At 6:20, my mother left a voicemail sharp enough to cut glass.
“Julia, you will call me immediately. This notice says the house is being transferred into sale preparation. That cannot be right.”
It was completely right.
The house had once belonged to my late grandfather. He placed it in a family trust, and when Mom nearly lost it over unpaid taxes five years earlier, I quietly settled the lien and became the controlling trustee. I allowed my parents to remain there without paying rent under one written condition: no beneficiary child could be excluded, mistreated, or financially exploited inside that home.
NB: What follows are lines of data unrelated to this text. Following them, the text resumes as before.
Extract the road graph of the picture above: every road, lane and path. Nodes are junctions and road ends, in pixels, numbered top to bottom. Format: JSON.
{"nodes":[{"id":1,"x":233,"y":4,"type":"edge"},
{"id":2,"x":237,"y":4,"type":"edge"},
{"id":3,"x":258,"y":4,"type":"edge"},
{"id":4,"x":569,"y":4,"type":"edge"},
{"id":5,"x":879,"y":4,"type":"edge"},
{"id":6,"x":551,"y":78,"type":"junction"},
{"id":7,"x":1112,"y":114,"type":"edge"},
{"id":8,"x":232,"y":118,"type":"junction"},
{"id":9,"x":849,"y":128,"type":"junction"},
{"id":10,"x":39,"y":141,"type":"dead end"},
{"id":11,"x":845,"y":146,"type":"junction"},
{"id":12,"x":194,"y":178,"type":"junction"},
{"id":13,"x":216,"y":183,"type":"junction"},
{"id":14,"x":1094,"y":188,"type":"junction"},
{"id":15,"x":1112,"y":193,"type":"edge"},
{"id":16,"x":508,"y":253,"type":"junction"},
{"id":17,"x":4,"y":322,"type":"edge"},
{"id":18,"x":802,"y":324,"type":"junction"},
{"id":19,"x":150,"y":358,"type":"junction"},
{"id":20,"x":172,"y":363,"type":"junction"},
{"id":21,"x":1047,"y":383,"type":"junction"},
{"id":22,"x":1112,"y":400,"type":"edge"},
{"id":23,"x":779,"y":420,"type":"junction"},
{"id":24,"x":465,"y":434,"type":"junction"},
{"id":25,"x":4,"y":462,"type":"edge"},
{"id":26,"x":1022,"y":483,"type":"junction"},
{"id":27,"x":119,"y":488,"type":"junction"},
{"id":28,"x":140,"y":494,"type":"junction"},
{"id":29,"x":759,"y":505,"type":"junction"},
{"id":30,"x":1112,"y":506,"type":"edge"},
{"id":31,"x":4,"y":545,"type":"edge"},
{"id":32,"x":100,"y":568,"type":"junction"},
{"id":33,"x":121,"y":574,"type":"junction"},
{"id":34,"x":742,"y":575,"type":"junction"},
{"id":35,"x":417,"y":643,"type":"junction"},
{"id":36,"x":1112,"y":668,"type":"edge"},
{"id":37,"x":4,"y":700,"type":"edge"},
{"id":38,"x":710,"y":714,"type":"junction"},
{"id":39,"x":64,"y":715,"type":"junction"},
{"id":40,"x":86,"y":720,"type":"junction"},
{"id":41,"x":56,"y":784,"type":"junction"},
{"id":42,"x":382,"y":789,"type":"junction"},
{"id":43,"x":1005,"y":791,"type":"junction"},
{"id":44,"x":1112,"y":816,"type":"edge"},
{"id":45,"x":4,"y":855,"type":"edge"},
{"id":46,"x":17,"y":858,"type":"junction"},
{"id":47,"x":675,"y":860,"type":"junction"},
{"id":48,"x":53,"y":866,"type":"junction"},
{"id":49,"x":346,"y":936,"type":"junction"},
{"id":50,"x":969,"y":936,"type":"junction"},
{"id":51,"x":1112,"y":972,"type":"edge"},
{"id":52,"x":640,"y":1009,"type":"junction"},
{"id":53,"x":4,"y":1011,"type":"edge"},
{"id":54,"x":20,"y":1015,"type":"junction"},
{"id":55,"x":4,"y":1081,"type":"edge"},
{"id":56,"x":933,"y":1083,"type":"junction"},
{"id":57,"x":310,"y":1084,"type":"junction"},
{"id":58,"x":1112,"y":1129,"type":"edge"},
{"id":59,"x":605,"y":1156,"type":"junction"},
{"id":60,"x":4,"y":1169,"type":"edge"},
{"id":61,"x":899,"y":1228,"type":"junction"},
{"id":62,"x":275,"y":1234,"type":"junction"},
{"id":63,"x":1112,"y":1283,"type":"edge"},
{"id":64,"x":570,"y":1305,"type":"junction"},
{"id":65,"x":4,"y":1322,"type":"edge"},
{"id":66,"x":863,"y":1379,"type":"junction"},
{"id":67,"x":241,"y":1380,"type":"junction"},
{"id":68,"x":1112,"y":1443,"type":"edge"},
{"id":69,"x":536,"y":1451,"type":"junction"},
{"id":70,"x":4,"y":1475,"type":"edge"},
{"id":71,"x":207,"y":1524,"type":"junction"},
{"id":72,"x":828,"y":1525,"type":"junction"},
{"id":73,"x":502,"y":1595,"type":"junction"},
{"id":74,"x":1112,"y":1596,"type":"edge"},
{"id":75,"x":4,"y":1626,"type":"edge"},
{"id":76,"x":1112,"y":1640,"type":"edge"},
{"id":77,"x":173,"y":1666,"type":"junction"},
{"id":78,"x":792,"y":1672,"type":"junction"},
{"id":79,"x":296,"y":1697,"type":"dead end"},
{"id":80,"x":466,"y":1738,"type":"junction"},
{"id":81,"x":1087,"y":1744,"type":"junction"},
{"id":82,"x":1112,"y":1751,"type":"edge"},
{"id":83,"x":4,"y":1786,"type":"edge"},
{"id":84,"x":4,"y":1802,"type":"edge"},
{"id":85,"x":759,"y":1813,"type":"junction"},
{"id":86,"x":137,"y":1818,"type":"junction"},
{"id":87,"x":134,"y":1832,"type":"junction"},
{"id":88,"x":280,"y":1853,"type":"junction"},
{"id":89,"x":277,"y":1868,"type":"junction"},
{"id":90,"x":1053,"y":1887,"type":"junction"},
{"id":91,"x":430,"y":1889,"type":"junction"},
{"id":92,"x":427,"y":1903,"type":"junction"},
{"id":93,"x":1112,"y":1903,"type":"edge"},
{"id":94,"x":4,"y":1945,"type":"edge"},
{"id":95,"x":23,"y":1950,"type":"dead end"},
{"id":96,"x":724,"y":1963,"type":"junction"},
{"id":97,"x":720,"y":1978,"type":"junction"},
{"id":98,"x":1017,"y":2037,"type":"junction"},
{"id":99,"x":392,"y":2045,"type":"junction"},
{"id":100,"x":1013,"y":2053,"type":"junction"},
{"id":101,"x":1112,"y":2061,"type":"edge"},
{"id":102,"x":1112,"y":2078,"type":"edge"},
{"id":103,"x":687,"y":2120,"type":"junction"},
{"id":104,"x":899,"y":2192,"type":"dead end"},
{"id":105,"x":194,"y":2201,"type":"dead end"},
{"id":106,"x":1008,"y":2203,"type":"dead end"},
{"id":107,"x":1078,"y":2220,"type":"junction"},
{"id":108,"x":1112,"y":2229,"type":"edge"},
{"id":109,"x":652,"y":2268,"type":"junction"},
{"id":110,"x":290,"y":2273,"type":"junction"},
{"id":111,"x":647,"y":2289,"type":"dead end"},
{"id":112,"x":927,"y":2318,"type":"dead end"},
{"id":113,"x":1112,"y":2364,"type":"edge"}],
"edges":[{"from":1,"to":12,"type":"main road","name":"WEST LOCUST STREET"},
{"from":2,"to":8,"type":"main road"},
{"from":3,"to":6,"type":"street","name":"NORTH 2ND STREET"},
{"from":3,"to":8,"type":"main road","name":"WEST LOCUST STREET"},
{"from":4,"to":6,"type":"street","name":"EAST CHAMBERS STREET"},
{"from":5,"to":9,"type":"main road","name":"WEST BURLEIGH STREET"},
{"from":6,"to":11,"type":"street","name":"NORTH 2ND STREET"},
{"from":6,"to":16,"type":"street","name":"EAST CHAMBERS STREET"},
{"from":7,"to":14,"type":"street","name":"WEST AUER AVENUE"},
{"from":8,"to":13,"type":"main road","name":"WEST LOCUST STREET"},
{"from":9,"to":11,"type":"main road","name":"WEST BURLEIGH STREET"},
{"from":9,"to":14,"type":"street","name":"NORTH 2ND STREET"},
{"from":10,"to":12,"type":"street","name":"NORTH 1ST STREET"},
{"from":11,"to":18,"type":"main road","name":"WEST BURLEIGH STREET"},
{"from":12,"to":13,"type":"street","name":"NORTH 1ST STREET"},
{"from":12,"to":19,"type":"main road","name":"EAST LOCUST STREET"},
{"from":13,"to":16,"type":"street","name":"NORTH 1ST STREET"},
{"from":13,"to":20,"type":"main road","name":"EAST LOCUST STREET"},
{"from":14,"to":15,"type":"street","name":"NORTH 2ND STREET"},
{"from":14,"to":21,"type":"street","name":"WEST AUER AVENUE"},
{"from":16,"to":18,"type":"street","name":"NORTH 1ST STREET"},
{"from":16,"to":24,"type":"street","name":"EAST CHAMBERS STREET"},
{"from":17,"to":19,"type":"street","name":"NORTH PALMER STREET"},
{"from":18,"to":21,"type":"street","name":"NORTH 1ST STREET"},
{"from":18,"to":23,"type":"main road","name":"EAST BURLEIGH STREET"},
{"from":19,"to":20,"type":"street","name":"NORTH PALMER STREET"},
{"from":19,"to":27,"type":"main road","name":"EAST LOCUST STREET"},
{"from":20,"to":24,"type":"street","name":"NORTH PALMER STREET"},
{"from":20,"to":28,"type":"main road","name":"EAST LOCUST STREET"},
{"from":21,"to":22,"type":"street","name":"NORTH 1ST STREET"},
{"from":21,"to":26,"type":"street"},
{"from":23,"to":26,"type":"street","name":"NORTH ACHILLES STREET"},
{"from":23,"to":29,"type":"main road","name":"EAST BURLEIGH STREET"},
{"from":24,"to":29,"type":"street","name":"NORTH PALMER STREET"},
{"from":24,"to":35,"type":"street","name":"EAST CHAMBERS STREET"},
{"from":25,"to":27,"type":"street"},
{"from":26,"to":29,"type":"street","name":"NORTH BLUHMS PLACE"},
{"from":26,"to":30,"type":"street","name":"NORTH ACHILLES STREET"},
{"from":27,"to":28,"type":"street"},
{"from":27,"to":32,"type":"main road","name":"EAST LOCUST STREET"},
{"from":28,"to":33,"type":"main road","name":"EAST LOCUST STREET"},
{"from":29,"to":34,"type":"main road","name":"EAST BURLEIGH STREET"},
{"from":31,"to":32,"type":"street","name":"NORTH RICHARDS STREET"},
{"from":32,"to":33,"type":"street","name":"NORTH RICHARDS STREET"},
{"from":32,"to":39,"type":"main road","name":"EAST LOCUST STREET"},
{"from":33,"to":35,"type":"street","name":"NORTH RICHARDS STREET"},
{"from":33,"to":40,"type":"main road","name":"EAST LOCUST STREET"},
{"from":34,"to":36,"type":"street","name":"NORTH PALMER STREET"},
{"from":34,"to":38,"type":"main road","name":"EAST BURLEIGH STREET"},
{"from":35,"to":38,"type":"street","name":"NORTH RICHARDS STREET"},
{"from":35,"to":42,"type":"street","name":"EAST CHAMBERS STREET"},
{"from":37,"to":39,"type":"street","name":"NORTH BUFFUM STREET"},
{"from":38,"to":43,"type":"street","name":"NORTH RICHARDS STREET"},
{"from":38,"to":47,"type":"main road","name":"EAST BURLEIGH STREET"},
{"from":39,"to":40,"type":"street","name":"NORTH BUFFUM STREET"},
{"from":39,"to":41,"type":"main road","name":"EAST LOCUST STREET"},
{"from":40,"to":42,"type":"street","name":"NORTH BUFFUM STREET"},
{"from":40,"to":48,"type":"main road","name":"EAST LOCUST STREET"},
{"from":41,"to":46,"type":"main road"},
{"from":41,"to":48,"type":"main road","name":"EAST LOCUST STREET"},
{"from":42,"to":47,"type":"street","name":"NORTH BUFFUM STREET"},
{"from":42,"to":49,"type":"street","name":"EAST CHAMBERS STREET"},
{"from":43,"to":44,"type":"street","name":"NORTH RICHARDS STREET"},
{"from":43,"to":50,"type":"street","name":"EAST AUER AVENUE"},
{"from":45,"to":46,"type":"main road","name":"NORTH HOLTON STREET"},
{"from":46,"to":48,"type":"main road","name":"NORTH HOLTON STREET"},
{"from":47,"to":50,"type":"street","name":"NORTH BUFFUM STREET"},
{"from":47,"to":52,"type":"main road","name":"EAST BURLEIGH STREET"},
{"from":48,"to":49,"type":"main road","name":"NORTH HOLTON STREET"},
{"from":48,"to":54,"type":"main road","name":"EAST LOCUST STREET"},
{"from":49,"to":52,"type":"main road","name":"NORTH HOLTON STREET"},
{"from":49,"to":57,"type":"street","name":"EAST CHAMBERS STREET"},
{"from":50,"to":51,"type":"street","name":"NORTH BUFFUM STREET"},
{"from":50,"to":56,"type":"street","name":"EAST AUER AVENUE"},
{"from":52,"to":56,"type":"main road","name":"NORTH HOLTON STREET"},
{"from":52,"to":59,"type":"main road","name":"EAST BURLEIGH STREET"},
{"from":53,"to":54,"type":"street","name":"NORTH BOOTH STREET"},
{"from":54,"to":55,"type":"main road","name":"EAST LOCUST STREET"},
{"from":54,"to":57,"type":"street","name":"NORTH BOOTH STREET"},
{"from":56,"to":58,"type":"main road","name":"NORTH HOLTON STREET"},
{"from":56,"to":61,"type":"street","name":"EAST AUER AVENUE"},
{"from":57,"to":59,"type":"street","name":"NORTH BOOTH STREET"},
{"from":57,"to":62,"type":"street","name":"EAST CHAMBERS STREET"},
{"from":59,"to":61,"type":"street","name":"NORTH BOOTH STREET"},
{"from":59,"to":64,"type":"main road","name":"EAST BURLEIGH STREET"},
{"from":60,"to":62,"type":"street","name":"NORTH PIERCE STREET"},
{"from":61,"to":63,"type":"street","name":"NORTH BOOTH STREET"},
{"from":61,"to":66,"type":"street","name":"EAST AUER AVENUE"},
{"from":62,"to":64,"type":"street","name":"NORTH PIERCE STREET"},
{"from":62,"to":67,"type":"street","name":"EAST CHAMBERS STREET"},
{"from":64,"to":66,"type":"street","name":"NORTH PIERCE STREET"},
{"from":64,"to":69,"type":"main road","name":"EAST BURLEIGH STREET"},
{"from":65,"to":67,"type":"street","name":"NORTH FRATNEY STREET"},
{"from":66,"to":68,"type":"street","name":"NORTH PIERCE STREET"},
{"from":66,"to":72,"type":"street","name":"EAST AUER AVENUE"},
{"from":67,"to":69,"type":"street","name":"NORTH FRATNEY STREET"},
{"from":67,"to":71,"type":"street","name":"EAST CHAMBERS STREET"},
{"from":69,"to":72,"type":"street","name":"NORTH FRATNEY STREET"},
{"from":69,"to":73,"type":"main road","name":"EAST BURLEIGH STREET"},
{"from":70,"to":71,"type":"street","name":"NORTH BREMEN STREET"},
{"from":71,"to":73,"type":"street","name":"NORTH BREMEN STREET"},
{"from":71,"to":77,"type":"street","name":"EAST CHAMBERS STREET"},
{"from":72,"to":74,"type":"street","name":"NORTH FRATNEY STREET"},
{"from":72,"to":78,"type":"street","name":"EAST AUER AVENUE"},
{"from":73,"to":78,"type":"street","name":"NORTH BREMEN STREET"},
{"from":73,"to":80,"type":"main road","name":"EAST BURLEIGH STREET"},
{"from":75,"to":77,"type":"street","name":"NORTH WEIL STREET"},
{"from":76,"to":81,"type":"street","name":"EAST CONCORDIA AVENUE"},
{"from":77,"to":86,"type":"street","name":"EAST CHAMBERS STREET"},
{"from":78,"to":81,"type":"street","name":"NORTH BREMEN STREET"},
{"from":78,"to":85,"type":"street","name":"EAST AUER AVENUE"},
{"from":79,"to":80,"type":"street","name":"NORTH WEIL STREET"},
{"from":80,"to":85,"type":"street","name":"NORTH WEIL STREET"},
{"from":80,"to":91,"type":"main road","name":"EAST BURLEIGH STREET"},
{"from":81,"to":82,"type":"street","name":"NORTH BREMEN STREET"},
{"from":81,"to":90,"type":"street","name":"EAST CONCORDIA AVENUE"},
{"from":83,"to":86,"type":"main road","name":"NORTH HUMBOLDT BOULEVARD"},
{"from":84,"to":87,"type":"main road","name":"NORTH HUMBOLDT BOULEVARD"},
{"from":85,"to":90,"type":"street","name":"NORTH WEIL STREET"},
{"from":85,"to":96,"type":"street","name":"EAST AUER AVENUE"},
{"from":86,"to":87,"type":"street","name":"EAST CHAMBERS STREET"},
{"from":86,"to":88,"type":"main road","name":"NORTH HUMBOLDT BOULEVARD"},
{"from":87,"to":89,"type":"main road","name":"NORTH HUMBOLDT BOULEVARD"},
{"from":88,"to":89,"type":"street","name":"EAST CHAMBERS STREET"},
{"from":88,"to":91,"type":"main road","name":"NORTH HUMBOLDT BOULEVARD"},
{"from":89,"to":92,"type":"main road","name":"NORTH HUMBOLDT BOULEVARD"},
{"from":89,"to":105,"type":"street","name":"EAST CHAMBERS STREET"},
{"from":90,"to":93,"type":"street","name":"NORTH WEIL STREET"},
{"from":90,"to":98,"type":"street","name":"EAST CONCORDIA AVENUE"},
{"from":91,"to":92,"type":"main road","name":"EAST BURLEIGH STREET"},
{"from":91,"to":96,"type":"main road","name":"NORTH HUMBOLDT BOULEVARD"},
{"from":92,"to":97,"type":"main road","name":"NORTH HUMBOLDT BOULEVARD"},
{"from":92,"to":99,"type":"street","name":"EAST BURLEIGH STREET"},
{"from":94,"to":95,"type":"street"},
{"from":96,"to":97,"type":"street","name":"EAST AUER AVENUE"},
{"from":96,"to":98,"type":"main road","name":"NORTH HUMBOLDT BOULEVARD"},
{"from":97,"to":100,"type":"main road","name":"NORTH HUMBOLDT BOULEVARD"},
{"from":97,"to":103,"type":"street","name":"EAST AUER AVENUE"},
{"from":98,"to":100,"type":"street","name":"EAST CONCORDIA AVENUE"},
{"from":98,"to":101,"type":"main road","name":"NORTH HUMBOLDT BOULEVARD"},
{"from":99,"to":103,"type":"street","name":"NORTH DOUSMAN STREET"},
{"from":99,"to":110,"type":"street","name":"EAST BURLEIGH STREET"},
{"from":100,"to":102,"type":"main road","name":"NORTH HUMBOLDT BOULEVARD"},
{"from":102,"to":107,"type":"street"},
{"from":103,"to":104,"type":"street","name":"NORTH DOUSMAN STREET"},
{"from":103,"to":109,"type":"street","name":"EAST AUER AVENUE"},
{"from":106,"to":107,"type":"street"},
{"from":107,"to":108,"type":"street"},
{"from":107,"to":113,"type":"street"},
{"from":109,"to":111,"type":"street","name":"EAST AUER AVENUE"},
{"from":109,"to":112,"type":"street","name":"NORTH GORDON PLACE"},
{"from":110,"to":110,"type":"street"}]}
My mother signed the agreement.
So did my father.
They had assumed kindness never preserved evidence.
At 7:03, Brent hammered on my front door.
I opened it while keeping the chain secured.
Mom stood behind him, still wearing the previous night’s pearls, her face swollen with panic.
“You can’t sell my house,” she hissed.
“It isn’t your house,” I said. “It’s trust property.”
Dad moved forward. “Julia, enough. Your brother and his family need stability.”
“My children needed dignity.”
Mom’s voice shook with anger. “This is because of presents?”
“No,” I said. “This is because of the pattern your own security camera recorded for two years.”
Brent froze.
My attorney’s vehicle turned into the driveway.
Mom looked from him to me.
Then I revealed the detail none of them had anticipated.
“And there’s one more document in that envelope. The audit request for every dollar taken from Grandpa’s education fund.”